Here are the five most diverse:

1. Aleutians West Census Area, Alaska (31.4% White, non-Latino, 5.7% African-American, 15.1% Native American, 28.3% Asian American, 13.1% Latino and 6.4% Other)

2. Aleutians East Borough, Alaska (13.5% White, non-Latino, 6.7% African-American, 27.7% Native American, 35.4% Asian American, 12.3% Latino and 4.4% Other)

3. Queens County, N.Y. (27.6% White, non-Latino, 17.7% African-American, 0.3% Native American, 22.8% Asian American, 27.5% Latino and 4% Other)

4. Alameda County, Calif. (34.1% White, non-Latino, 12.2% African-American, 0.3% Native American, 25.9% Asian American, 22.5% Latino and 5.1% Other)

5. Solano County, Calif. (40.8% White, non-Latino, 14.2% African-American, 0.5% Native American, 14.3% Asian American, 24% Latino and 6.2% Other)

And the five least diverse:

1. Tucker County, W.Va. (100% White, non-Latino)

2. Robertson County, Ky. (100% White, non-Latino)

3. Hooker County, Neb. (100% White, non-Latino)

4. Hand County, S.D. (99% White, non-Latino and 1% Latino)
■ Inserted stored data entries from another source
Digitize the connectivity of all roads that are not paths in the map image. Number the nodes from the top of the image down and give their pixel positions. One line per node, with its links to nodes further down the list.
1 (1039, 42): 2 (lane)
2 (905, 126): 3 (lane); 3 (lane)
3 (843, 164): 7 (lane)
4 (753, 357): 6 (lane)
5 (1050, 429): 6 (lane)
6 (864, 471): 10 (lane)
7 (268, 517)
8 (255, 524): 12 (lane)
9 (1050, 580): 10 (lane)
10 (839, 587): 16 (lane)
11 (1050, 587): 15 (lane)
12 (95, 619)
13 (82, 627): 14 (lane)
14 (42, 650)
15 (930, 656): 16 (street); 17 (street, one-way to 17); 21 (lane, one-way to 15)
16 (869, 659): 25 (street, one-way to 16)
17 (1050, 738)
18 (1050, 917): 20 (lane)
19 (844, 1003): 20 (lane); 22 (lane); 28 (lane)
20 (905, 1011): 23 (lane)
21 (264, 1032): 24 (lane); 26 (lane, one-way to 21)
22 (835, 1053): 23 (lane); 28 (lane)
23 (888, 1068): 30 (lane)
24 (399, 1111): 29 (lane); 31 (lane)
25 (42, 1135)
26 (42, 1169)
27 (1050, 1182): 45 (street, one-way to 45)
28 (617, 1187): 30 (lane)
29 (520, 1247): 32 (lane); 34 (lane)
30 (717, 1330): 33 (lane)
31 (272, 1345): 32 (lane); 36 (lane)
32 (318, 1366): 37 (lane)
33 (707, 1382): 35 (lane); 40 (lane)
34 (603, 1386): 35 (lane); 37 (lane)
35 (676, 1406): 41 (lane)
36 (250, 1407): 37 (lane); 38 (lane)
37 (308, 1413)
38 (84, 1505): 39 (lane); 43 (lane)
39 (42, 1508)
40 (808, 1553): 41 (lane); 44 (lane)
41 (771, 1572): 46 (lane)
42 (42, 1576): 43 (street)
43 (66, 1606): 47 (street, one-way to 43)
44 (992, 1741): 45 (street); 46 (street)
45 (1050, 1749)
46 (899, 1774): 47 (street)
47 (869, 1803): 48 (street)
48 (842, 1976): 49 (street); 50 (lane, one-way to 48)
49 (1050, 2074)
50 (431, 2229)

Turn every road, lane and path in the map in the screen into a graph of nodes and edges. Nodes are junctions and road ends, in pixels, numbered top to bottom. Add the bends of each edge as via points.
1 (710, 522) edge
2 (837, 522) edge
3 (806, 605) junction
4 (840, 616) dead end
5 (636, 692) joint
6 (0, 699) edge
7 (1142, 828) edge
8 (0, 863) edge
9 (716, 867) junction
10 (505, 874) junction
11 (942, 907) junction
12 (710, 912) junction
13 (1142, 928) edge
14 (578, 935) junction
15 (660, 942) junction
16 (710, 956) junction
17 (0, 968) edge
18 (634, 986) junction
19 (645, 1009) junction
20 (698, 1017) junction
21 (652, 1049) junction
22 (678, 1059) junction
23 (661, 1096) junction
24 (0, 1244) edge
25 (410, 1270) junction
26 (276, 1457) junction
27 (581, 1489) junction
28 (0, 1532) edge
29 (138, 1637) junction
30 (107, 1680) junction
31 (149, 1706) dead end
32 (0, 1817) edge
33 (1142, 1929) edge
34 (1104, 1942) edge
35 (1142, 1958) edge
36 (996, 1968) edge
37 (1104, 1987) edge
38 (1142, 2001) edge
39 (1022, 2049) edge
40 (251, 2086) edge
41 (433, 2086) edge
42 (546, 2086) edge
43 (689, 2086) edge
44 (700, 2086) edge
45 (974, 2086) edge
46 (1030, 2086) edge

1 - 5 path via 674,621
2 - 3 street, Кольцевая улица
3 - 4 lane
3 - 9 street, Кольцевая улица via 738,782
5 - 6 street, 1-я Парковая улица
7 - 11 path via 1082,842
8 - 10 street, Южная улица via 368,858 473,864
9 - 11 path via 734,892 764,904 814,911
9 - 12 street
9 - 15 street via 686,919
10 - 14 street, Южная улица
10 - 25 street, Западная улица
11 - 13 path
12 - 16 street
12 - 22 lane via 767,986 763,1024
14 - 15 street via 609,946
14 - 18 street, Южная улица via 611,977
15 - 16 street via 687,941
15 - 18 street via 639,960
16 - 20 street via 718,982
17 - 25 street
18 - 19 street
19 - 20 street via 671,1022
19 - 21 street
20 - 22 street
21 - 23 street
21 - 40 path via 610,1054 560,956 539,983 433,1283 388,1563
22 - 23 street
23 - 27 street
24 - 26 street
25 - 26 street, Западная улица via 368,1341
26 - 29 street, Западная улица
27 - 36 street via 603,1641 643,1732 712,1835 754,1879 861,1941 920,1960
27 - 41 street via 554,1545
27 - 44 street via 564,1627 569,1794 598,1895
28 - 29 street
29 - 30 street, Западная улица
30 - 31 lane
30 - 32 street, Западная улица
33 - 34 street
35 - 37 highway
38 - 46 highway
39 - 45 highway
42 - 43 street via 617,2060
5. Owsley County, Ky. (98% White, non-Latino and 2% Latino)

That's right: Alaska takes the top two spots. According to the Atlantic, the Aleutian Islands have seen an influx of new and diverse residents due to their evolution into a hub for oil drilling. As can be seen with the Sun Belt, the pattern holds true here: Population growth is largely linked to racial diversity.

What can we learn from this? If you want to raise your likelihood of living in a racially diverse area, the solution might be simpler (and cheaper) than a move to the big city. Opt instead for somewhere new jobs and new housing are popping up. It's worked for people in the Sun Belt, and perhaps, with time, it will spread to the rest of the country.